Each entry that follows is to be duplicated exactly, without its images.

┌──

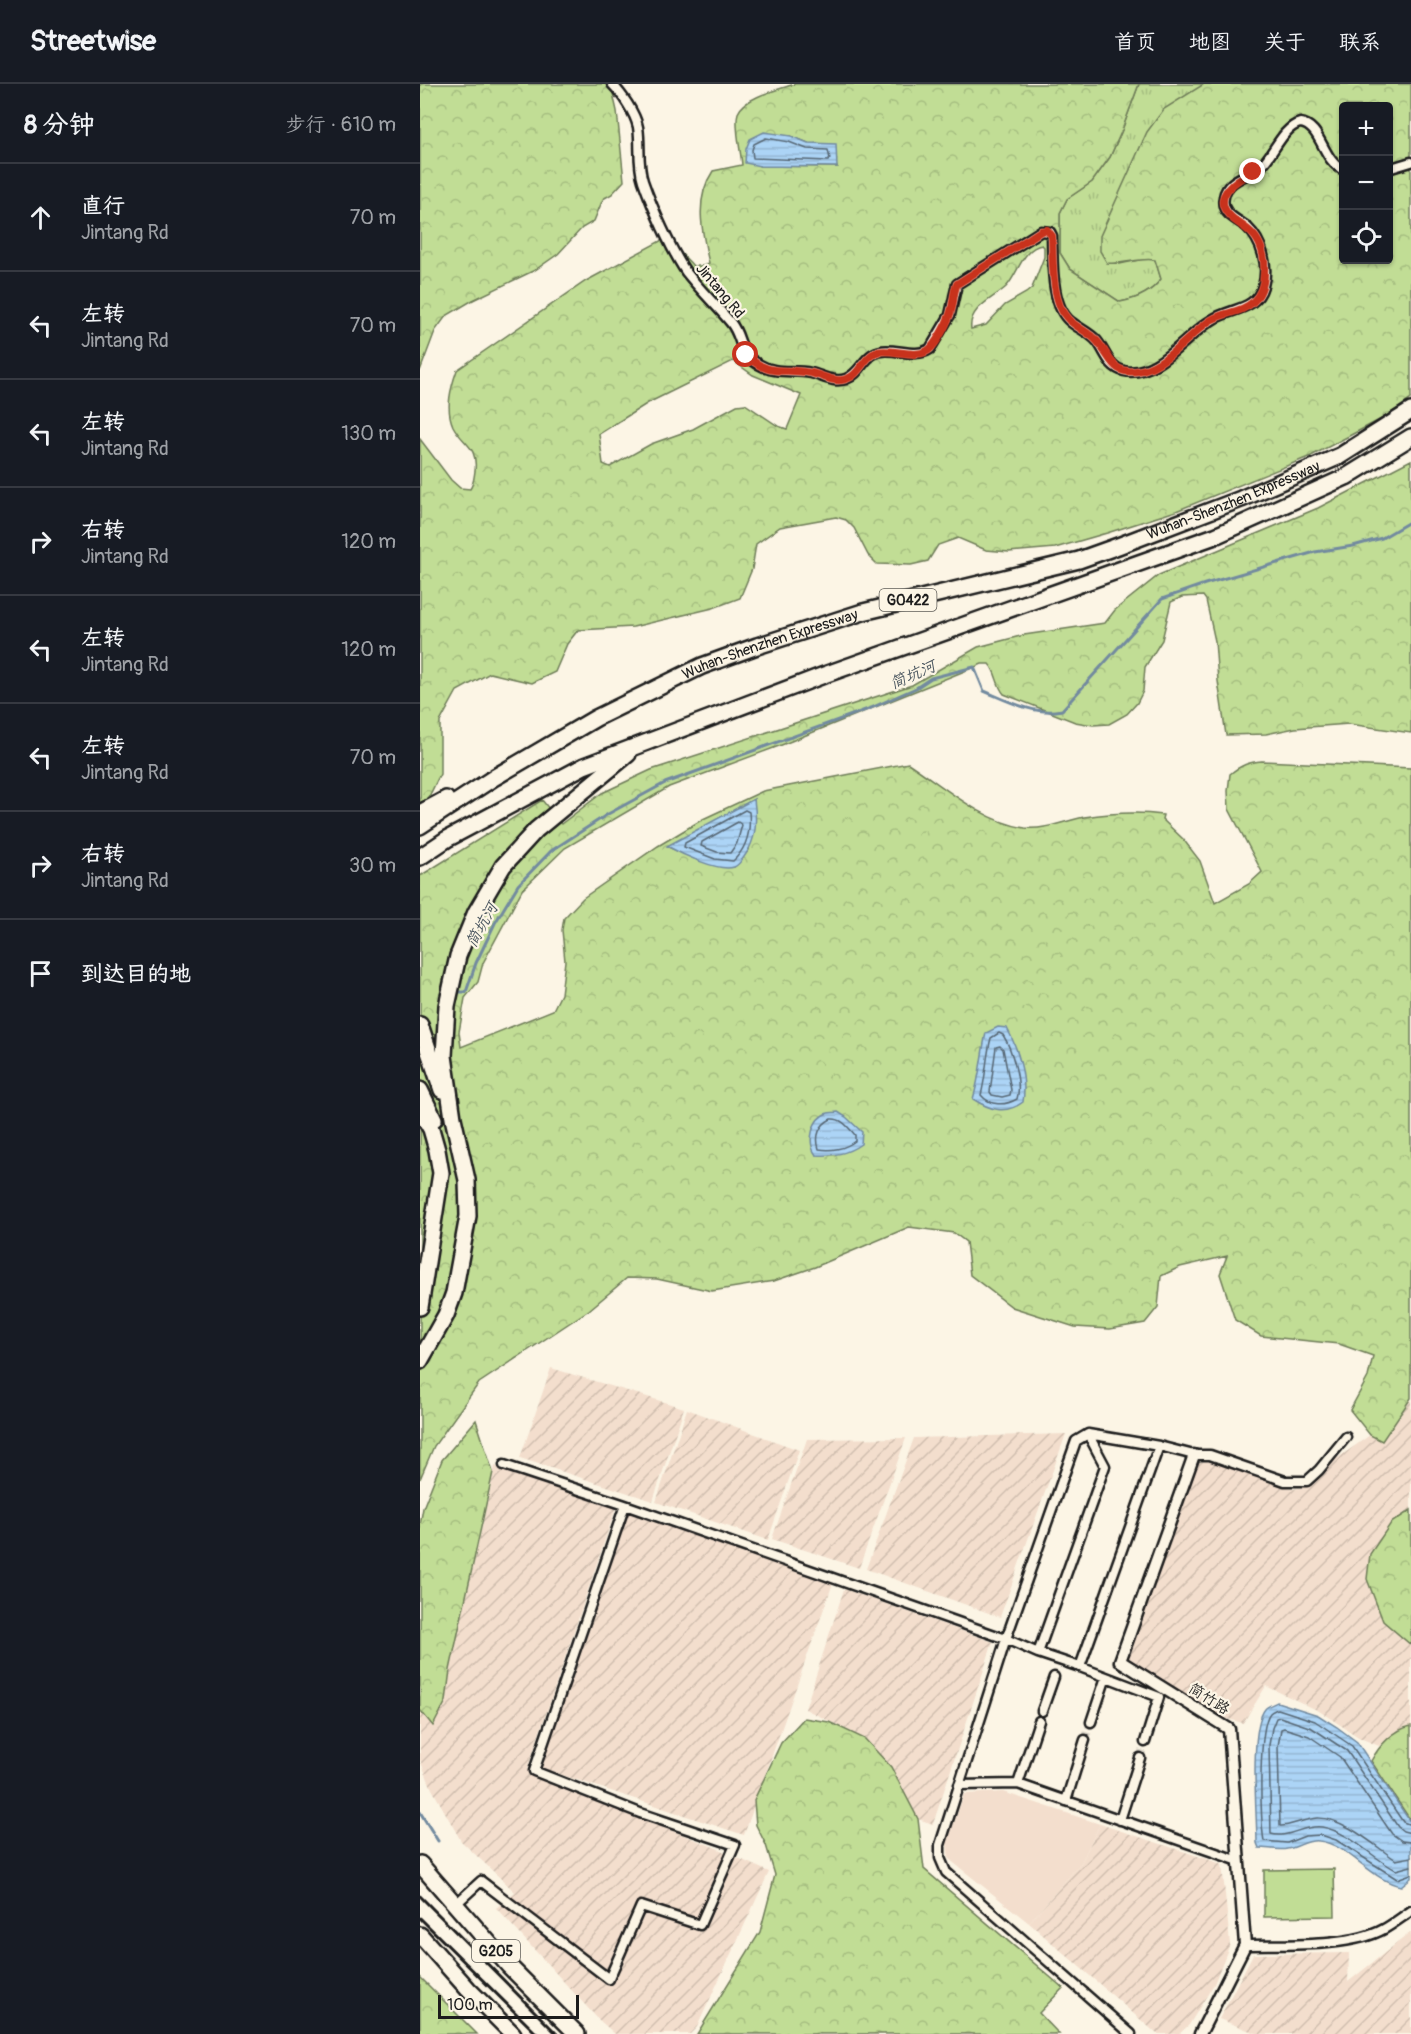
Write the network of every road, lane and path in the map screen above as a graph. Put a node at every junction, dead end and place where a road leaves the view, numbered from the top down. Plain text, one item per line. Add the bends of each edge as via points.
1 (612, 84) edge
2 (1411, 162) edge
3 (1339, 167) edge
4 (1393, 168) edge
5 (1411, 411) edge
6 (1411, 437) edge
7 (642, 743) junction
8 (495, 777) junction
9 (420, 813) edge
10 (420, 826) edge
11 (420, 857) edge
12 (420, 1025) edge
13 (420, 1090) edge
14 (420, 1110) edge
15 (453, 1118) junction
16 (441, 1173) junction
17 (420, 1307) edge
18 (420, 1361) edge
19 (1088, 1434) junction
20 (1346, 1437) dead end
21 (1159, 1446) junction
22 (1194, 1455) junction
23 (504, 1465) dead end
24 (625, 1505) junction
25 (1006, 1639) junction
26 (1038, 1653) junction
27 (1080, 1668) junction
28 (1057, 1669) junction
29 (1106, 1677) junction
30 (1042, 1711) dead end
31 (1039, 1721) dead end
32 (1091, 1722) tunnel mouth
33 (1085, 1740) tunnel mouth
34 (1144, 1742) tunnel mouth
35 (1140, 1758) tunnel mouth
36 (1018, 1784) junction
37 (959, 1785) junction
38 (1066, 1800) junction
39 (1120, 1820) junction
40 (420, 1857) edge
41 (1239, 1861) junction
42 (420, 1864) edge
43 (432, 1877) junction
44 (456, 1904) junction
45 (1411, 1911) edge
46 (420, 1935) edge
47 (1245, 1945) junction
48 (513, 2034) edge
49 (577, 2034) edge
50 (1131, 2034) edge
51 (1200, 2034) edge

1 - 3 street, Jintang Rd via 636,122 641,174 677,257 732,325 742,349 770,370 812,373 830,380 853,376 878,352 918,353 930,349 950,315 957,284 1047,230 1052,236 1056,292 1064,314 1095,339 1118,369 1132,372 1151,367 1212,319 1253,302 1263,287 1264,268 1258,240 1224,207 1224,195 1231,185 1259,167 1290,128 1300,123 1310,126
2 - 4 street
5 - 8 highway, Wuhan-Shenzhen Expressway / G0422 via 1340,456 1118,546 1078,560 863,612 702,666 596,718
6 - 7 highway, Wuhan-Shenzhen Expressway / G0422 via 1346,477 1215,536
7 - 11 highway, Wuhan-Shenzhen Expressway / G0422 via 584,766
7 - 15 highway via 536,830 503,866 476,912 458,957 447,1006 444,1056
8 - 9 highway
8 - 10 highway, Wuhan-Shenzhen Expressway / G0422
12 - 15 highway
13 - 16 highway via 437,1127
14 - 16 highway via 431,1129
15 - 18 highway via 467,1180 468,1216 454,1293
16 - 17 highway
19 - 21 street
19 - 25 street via 1076,1441
19 - 26 street via 1105,1466
20 - 22 street via 1306,1480 1285,1481 1210,1455
21 - 22 street
21 - 27 street
22 - 41 street, 简竹路 via 1120,1661 1229,1729
23 - 24 street
24 - 25 street
24 - 44 street via 534,1771 735,1845 700,1925 641,1906 609,1979 481,1881
25 - 26 street
25 - 37 street
26 - 28 street
27 - 28 street
27 - 29 street
28 - 30 street
29 - 32 street
29 - 34 street via 1159,1697
31 - 36 street
33 - 38 street
35 - 39 street
36 - 37 street
36 - 38 street
37 - 50 street via 940,1845 946,1872
38 - 39 street
39 - 41 street
40 - 43 highway
41 - 47 street, 简竹路
42 - 43 highway, G205
43 - 44 highway, G205
44 - 49 highway, G205 via 509,1966
45 - 47 street via 1383,1930 1361,1937 1334,1942
46 - 48 highway, G205
47 - 51 street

└──

_RESPONSE BELOW:_
Write the network of every road, lane and path in the map screen above as a graph. Put a node at every junction, dead end and place where a road leaves the view, numbered from the top down. Plain text, one item per line. Add the bends of each edge as via points.
1 (612, 84) edge
2 (1411, 162) edge
3 (1339, 167) edge
4 (1393, 168) edge
5 (1411, 411) edge
6 (1411, 437) edge
7 (642, 743) junction
8 (495, 777) junction
9 (420, 813) edge
10 (420, 826) edge
11 (420, 857) edge
12 (420, 1025) edge
13 (420, 1090) edge
14 (420, 1110) edge
15 (453, 1118) junction
16 (441, 1173) junction
17 (420, 1307) edge
18 (420, 1361) edge
19 (1088, 1434) junction
20 (1346, 1437) dead end
21 (1159, 1446) junction
22 (1194, 1455) junction
23 (504, 1465) dead end
24 (625, 1505) junction
25 (1006, 1639) junction
26 (1038, 1653) junction
27 (1080, 1668) junction
28 (1057, 1669) junction
29 (1106, 1677) junction
30 (1042, 1711) dead end
31 (1039, 1721) dead end
32 (1091, 1722) tunnel mouth
33 (1085, 1740) tunnel mouth
34 (1144, 1742) tunnel mouth
35 (1140, 1758) tunnel mouth
36 (1018, 1784) junction
37 (959, 1785) junction
38 (1066, 1800) junction
39 (1120, 1820) junction
40 (420, 1857) edge
41 (1239, 1861) junction
42 (420, 1864) edge
43 (432, 1877) junction
44 (456, 1904) junction
45 (1411, 1911) edge
46 (420, 1935) edge
47 (1245, 1945) junction
48 (513, 2034) edge
49 (577, 2034) edge
50 (1131, 2034) edge
51 (1200, 2034) edge

1 - 3 street, Jintang Rd via 636,122 641,174 677,257 732,325 742,349 770,370 812,373 830,380 853,376 878,352 918,353 930,349 950,315 957,284 1047,230 1052,236 1056,292 1064,314 1095,339 1118,369 1132,372 1151,367 1212,319 1253,302 1263,287 1264,268 1258,240 1224,207 1224,195 1231,185 1259,167 1290,128 1300,123 1310,126
2 - 4 street
5 - 8 highway, Wuhan-Shenzhen Expressway / G0422 via 1340,456 1118,546 1078,560 863,612 702,666 596,718
6 - 7 highway, Wuhan-Shenzhen Expressway / G0422 via 1346,477 1215,536
7 - 11 highway, Wuhan-Shenzhen Expressway / G0422 via 584,766
7 - 15 highway via 536,830 503,866 476,912 458,957 447,1006 444,1056
8 - 9 highway
8 - 10 highway, Wuhan-Shenzhen Expressway / G0422
12 - 15 highway
13 - 16 highway via 437,1127
14 - 16 highway via 431,1129
15 - 18 highway via 467,1180 468,1216 454,1293
16 - 17 highway
19 - 21 street
19 - 25 street via 1076,1441
19 - 26 street via 1105,1466
20 - 22 street via 1306,1480 1285,1481 1210,1455
21 - 22 street
21 - 27 street
22 - 41 street, 简竹路 via 1120,1661 1229,1729
23 - 24 street
24 - 25 street
24 - 44 street via 534,1771 735,1845 700,1925 641,1906 609,1979 481,1881
25 - 26 street
25 - 37 street
26 - 28 street
27 - 28 street
27 - 29 street
28 - 30 street
29 - 32 street
29 - 34 street via 1159,1697
31 - 36 street
33 - 38 street
35 - 39 street
36 - 37 street
36 - 38 street
37 - 50 street via 940,1845 946,1872
38 - 39 street
39 - 41 street
40 - 43 highway
41 - 47 street, 简竹路
42 - 43 highway, G205
43 - 44 highway, G205
44 - 49 highway, G205 via 509,1966
45 - 47 street via 1383,1930 1361,1937 1334,1942
46 - 48 highway, G205
47 - 51 street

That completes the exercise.